| REQUIRED WORK |
Within the data that follows, how many lines contain the word "Orange"? Reply with only the number.

| DATASET RECORDS |
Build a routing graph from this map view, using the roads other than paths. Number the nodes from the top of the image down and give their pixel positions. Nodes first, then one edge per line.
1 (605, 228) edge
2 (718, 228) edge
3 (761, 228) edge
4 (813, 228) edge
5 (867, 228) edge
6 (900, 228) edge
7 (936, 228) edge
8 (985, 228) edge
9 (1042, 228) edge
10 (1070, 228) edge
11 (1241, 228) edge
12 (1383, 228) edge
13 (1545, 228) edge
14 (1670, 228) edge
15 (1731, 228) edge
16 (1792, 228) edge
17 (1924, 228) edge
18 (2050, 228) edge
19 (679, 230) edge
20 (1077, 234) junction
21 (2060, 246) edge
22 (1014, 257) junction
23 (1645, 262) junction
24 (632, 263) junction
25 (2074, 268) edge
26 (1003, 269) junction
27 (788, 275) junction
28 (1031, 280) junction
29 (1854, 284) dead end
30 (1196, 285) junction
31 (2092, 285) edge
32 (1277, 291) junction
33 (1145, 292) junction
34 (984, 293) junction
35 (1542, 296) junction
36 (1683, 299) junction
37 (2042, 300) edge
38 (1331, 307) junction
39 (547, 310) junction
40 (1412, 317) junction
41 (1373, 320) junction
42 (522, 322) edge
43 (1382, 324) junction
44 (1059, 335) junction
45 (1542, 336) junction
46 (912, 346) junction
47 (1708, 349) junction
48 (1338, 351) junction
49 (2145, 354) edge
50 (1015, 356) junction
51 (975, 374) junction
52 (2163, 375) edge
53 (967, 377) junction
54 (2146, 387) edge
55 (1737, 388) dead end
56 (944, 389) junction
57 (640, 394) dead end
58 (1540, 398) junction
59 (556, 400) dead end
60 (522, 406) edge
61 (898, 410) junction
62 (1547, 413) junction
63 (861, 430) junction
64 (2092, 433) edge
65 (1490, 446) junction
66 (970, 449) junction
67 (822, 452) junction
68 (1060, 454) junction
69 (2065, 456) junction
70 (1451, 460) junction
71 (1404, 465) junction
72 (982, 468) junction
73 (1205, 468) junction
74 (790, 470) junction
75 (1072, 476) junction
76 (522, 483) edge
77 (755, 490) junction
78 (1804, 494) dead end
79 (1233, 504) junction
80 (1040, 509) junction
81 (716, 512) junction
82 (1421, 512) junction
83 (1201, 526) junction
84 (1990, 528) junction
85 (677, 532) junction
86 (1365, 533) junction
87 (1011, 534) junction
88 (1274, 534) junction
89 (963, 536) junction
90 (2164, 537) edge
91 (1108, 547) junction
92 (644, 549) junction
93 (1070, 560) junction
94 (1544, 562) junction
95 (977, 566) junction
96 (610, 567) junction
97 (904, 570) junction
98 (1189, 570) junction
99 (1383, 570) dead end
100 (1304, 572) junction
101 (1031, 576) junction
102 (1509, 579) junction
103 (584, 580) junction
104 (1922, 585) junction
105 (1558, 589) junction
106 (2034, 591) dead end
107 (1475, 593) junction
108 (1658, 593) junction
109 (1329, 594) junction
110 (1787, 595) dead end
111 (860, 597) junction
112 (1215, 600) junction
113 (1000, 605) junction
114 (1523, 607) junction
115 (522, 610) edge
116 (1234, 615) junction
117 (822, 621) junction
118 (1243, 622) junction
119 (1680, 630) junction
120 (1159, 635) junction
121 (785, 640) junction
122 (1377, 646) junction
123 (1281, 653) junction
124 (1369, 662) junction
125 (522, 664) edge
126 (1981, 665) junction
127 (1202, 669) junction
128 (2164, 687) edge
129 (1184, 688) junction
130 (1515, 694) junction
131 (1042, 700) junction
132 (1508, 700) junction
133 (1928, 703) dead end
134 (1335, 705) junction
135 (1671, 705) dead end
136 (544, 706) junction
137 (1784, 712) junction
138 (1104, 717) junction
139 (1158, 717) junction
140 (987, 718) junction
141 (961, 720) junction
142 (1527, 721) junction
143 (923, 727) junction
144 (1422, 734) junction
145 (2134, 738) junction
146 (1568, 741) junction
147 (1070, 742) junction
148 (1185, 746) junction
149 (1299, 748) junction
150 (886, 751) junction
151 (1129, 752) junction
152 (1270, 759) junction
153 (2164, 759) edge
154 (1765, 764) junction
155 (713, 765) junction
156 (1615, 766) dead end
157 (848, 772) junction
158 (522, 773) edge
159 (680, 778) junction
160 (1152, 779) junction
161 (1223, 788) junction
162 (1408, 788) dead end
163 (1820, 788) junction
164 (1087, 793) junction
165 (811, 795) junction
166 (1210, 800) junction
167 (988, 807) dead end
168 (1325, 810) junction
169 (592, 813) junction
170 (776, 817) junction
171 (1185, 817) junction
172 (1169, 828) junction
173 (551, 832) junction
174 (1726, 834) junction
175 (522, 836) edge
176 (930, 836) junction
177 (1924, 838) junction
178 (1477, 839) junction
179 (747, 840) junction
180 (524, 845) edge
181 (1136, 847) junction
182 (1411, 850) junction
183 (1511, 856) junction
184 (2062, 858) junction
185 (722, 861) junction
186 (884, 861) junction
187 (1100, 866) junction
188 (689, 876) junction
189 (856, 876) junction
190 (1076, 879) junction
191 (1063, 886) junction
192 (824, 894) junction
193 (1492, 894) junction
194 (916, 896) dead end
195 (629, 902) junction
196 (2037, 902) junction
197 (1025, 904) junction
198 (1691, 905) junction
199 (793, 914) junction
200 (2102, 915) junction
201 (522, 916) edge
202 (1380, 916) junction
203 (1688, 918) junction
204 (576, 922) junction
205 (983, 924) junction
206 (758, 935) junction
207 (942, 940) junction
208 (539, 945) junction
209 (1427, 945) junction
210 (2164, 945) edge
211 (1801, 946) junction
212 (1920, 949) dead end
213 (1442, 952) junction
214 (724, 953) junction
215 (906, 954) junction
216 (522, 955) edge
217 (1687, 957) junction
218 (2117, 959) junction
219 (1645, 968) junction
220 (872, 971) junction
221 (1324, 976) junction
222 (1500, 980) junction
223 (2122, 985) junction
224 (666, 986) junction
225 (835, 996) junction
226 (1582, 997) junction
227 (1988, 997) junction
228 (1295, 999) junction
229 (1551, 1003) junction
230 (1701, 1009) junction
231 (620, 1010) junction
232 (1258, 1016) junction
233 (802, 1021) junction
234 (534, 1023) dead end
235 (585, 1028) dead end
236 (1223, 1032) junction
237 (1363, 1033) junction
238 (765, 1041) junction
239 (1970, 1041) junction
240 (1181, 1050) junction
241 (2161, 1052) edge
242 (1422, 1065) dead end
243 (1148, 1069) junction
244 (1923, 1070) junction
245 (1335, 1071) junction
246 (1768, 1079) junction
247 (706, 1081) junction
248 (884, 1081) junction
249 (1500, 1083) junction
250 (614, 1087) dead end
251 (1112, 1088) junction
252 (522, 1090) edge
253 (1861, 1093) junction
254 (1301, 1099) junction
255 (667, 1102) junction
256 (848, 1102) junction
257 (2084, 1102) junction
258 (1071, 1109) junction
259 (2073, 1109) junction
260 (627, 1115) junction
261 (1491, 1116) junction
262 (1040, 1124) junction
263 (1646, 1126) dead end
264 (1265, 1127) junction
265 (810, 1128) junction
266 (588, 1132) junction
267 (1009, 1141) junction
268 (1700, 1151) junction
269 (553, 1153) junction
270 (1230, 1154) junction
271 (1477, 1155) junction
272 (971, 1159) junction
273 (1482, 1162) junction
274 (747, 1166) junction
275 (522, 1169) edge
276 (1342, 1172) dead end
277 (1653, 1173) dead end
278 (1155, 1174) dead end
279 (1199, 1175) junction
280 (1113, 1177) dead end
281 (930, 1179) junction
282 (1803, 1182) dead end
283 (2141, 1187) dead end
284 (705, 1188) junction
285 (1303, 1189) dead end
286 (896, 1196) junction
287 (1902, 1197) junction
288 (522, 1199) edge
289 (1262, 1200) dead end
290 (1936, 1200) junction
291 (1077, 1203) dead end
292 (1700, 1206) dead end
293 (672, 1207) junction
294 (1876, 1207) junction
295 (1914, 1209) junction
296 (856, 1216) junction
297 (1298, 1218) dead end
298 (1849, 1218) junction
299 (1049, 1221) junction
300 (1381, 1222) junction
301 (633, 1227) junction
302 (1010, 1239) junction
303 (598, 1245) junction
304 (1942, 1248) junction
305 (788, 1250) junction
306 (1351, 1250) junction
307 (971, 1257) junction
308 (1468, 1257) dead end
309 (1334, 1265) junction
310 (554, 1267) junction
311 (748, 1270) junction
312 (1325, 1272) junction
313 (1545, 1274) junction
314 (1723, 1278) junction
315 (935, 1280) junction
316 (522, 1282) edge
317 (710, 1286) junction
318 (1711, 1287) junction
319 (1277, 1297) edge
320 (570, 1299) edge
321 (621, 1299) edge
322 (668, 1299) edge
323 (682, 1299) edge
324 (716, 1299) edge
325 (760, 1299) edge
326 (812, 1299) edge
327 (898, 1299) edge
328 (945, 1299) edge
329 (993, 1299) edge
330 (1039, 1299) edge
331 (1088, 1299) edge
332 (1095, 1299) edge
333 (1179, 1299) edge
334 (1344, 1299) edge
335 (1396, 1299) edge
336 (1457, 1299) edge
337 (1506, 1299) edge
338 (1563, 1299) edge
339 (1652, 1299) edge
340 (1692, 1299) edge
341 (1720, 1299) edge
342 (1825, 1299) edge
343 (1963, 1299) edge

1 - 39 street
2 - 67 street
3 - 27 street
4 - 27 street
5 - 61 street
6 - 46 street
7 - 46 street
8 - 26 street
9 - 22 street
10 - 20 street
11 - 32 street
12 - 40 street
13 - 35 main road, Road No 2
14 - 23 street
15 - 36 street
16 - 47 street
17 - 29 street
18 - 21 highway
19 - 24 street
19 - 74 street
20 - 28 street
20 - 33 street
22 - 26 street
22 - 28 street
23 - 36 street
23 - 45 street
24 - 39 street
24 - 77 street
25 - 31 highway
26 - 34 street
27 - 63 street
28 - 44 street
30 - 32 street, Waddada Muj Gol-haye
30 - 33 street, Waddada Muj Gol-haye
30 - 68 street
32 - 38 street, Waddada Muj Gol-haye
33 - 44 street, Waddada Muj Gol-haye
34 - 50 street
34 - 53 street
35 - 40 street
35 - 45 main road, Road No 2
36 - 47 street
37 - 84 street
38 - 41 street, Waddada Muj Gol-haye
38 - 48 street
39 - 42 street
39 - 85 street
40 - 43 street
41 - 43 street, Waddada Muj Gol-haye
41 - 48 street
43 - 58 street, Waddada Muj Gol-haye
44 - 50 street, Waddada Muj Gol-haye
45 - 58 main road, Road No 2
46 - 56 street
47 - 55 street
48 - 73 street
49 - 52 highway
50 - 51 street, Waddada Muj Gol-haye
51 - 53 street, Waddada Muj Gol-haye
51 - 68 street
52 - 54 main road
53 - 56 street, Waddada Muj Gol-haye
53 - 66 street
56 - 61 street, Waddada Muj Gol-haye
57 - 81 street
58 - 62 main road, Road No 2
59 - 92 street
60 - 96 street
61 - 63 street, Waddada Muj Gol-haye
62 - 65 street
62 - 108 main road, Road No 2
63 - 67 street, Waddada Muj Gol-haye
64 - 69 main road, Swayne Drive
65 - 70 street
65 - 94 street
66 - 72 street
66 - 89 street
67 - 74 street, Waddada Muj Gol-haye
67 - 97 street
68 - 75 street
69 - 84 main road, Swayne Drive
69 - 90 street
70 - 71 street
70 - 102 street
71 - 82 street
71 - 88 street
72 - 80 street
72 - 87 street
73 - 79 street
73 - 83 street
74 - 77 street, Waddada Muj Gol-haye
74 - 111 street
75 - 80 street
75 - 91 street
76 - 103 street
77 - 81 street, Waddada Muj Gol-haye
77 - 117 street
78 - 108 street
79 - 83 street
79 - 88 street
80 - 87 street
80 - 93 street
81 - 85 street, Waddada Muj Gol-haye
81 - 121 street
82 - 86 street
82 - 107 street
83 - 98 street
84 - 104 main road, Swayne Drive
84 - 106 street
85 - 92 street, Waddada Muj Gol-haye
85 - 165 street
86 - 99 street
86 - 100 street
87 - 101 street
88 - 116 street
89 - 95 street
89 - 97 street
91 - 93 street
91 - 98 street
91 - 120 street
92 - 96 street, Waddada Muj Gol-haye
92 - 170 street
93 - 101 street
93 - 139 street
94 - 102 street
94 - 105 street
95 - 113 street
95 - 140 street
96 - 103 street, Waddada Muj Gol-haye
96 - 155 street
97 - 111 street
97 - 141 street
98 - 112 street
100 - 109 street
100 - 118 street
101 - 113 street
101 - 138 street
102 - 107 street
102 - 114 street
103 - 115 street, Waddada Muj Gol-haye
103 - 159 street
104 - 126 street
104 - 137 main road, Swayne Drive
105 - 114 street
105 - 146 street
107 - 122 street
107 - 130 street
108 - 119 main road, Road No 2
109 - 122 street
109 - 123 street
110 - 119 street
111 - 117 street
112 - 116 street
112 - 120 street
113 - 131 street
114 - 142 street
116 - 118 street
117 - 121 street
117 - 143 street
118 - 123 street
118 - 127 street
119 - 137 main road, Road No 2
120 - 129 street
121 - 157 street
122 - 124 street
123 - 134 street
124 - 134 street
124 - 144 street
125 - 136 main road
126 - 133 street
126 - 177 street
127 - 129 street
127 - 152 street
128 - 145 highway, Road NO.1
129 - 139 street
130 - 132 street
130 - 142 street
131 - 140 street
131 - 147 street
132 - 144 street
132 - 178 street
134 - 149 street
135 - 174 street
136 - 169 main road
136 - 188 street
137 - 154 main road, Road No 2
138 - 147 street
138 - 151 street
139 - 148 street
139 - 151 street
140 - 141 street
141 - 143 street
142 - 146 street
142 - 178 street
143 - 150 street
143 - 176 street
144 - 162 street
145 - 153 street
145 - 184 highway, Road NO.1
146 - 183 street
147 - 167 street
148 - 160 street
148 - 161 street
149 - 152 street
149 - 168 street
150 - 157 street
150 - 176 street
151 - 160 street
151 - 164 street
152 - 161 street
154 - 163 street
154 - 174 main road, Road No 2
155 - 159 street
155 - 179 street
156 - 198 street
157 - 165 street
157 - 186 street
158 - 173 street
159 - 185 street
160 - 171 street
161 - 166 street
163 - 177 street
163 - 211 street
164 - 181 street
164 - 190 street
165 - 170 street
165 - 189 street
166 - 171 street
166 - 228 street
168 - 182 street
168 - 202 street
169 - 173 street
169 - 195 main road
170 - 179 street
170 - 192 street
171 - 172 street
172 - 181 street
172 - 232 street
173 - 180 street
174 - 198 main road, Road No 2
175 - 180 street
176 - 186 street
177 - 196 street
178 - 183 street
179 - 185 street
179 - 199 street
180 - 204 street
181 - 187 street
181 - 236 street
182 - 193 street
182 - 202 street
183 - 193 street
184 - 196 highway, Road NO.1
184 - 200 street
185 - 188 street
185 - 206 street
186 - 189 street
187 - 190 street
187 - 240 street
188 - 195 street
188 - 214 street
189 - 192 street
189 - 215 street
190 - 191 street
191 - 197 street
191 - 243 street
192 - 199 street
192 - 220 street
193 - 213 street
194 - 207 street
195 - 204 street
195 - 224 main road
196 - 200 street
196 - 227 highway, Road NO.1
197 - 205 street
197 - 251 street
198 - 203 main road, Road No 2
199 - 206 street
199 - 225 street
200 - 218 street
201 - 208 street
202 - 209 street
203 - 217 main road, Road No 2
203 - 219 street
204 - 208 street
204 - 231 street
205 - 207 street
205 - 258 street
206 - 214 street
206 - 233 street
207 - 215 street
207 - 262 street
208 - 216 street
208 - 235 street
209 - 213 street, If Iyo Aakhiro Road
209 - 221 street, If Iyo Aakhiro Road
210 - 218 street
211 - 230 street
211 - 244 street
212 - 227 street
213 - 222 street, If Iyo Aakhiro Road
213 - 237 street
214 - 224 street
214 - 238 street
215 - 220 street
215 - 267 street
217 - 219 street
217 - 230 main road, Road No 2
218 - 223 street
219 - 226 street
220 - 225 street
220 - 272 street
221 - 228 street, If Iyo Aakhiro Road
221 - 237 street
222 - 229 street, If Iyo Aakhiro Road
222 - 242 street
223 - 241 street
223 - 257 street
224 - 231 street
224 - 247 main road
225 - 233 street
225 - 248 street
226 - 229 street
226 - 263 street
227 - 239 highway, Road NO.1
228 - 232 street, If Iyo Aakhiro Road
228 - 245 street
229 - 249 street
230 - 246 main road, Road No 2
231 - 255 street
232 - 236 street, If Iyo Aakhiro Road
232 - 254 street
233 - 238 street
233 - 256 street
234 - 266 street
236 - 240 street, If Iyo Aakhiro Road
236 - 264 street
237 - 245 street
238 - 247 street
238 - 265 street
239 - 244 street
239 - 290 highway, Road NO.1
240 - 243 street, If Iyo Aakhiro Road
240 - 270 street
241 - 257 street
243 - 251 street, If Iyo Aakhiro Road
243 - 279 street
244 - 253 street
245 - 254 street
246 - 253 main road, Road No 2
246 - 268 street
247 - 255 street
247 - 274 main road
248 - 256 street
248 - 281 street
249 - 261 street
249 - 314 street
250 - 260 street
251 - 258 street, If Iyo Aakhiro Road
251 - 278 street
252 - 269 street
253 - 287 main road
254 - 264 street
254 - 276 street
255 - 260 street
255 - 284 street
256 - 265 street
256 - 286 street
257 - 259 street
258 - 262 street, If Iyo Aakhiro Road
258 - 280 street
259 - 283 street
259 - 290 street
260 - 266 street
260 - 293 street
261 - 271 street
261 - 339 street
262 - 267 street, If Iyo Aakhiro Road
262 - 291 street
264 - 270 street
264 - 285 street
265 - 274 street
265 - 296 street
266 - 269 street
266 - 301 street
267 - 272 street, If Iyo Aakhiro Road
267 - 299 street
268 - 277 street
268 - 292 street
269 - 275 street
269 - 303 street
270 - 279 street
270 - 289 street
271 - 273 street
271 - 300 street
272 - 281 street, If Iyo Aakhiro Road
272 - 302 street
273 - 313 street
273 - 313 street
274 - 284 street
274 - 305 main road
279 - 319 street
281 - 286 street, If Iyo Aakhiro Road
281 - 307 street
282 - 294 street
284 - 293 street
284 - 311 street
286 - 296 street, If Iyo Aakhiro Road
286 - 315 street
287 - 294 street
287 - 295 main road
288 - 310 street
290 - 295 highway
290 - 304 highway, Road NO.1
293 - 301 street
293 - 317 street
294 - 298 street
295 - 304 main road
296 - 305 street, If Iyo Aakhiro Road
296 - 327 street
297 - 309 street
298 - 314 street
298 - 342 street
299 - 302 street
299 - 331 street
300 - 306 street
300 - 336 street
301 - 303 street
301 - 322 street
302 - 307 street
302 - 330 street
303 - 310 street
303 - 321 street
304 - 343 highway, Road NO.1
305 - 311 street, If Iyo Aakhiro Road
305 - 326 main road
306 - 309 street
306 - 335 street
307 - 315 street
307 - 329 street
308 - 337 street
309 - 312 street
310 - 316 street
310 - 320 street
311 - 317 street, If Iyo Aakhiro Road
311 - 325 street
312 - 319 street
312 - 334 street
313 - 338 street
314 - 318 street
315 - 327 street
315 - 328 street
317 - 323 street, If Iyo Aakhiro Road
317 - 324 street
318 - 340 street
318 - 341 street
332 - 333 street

==

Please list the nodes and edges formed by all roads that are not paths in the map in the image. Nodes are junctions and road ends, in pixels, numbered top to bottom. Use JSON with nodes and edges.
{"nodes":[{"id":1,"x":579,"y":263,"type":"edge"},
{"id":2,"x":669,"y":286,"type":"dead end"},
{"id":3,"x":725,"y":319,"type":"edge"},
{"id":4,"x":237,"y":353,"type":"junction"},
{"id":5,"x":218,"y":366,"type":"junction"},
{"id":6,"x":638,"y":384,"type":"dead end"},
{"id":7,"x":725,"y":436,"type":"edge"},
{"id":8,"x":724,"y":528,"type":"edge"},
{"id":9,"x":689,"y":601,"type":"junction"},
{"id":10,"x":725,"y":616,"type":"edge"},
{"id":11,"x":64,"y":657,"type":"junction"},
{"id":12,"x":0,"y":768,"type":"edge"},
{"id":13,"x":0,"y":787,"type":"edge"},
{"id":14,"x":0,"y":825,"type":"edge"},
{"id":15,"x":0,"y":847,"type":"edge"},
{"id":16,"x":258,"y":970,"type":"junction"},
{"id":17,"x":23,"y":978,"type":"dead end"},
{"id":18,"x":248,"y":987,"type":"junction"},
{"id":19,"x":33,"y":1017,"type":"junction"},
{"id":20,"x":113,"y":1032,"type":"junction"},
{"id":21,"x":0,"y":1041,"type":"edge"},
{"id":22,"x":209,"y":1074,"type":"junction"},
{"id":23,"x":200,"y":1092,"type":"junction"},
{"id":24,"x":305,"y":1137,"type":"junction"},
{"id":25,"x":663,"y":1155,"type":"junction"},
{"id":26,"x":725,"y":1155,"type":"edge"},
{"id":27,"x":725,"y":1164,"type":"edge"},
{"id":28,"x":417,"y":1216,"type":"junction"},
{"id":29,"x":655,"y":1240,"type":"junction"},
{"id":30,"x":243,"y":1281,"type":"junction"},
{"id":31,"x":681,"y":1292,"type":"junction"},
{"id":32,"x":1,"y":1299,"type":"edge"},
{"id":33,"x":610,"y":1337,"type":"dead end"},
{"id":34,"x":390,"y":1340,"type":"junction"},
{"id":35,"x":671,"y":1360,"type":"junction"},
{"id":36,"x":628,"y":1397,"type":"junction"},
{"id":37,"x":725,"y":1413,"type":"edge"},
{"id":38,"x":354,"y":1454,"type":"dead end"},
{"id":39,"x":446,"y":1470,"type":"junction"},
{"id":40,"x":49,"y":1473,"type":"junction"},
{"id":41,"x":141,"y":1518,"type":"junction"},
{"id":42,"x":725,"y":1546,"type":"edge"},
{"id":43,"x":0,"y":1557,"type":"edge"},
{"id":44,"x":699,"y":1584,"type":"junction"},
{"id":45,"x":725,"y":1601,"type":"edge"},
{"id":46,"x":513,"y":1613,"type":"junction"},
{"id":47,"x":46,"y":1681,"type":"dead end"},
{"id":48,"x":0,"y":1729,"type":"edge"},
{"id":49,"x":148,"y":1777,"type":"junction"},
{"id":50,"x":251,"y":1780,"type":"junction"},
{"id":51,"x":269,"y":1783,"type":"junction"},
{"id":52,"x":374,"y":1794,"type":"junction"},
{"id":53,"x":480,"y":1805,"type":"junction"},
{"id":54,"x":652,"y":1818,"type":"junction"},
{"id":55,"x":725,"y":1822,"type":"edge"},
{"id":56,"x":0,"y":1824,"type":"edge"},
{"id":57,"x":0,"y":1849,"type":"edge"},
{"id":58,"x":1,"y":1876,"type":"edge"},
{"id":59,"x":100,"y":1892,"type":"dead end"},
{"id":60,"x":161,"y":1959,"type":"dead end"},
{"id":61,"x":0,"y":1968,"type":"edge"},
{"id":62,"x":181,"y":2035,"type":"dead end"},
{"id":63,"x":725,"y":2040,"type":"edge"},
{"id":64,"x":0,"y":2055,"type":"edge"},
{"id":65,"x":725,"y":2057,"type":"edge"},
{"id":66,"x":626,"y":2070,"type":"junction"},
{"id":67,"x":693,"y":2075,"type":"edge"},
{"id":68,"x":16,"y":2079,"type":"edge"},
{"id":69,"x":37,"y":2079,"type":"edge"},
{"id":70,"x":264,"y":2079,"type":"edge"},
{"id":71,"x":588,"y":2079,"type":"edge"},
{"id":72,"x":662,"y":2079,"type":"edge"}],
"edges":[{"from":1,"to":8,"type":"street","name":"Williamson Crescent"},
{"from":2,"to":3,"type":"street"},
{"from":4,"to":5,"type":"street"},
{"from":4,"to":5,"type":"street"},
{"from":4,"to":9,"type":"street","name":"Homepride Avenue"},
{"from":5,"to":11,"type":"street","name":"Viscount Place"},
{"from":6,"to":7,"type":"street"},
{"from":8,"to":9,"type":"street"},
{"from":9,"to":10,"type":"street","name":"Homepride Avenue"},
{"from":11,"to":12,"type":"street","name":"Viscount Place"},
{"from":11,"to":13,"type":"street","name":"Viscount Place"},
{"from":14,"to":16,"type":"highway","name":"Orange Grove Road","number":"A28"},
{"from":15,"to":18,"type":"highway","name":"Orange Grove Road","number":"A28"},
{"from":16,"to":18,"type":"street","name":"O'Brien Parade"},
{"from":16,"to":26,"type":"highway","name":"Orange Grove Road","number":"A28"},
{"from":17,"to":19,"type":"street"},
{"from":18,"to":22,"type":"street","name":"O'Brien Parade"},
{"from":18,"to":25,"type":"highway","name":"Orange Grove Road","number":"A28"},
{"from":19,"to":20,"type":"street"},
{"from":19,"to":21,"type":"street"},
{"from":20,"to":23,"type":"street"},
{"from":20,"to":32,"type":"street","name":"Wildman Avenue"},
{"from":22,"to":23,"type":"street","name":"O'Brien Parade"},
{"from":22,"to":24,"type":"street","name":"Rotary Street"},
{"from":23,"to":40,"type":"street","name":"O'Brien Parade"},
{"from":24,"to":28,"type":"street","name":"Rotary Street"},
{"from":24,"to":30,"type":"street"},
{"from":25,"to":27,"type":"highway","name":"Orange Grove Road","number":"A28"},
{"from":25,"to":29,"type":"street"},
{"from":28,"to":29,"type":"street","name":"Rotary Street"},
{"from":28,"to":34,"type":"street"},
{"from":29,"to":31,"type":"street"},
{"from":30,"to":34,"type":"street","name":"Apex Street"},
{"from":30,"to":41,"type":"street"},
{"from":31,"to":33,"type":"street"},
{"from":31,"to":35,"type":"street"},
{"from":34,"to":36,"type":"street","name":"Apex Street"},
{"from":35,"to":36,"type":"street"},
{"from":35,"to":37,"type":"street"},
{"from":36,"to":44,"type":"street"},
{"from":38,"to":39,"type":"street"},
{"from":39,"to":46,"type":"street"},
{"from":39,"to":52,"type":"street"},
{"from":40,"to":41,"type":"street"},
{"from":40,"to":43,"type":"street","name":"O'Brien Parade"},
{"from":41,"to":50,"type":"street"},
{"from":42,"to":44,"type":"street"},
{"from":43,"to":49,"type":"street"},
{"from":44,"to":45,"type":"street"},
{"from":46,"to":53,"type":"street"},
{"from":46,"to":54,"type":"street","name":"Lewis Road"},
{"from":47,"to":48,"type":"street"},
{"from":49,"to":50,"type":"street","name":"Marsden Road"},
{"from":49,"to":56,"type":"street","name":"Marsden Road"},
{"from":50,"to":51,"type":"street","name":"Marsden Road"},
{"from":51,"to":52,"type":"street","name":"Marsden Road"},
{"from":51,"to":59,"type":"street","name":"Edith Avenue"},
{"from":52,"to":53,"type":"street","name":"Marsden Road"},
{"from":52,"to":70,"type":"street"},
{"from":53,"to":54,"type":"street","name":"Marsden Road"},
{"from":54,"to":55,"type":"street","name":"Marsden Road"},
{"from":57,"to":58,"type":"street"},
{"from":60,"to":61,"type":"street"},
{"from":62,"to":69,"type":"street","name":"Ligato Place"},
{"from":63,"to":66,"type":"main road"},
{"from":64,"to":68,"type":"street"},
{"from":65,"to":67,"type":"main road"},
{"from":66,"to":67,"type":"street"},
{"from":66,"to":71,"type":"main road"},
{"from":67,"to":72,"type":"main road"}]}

| EXERCISE SOLUTION |
5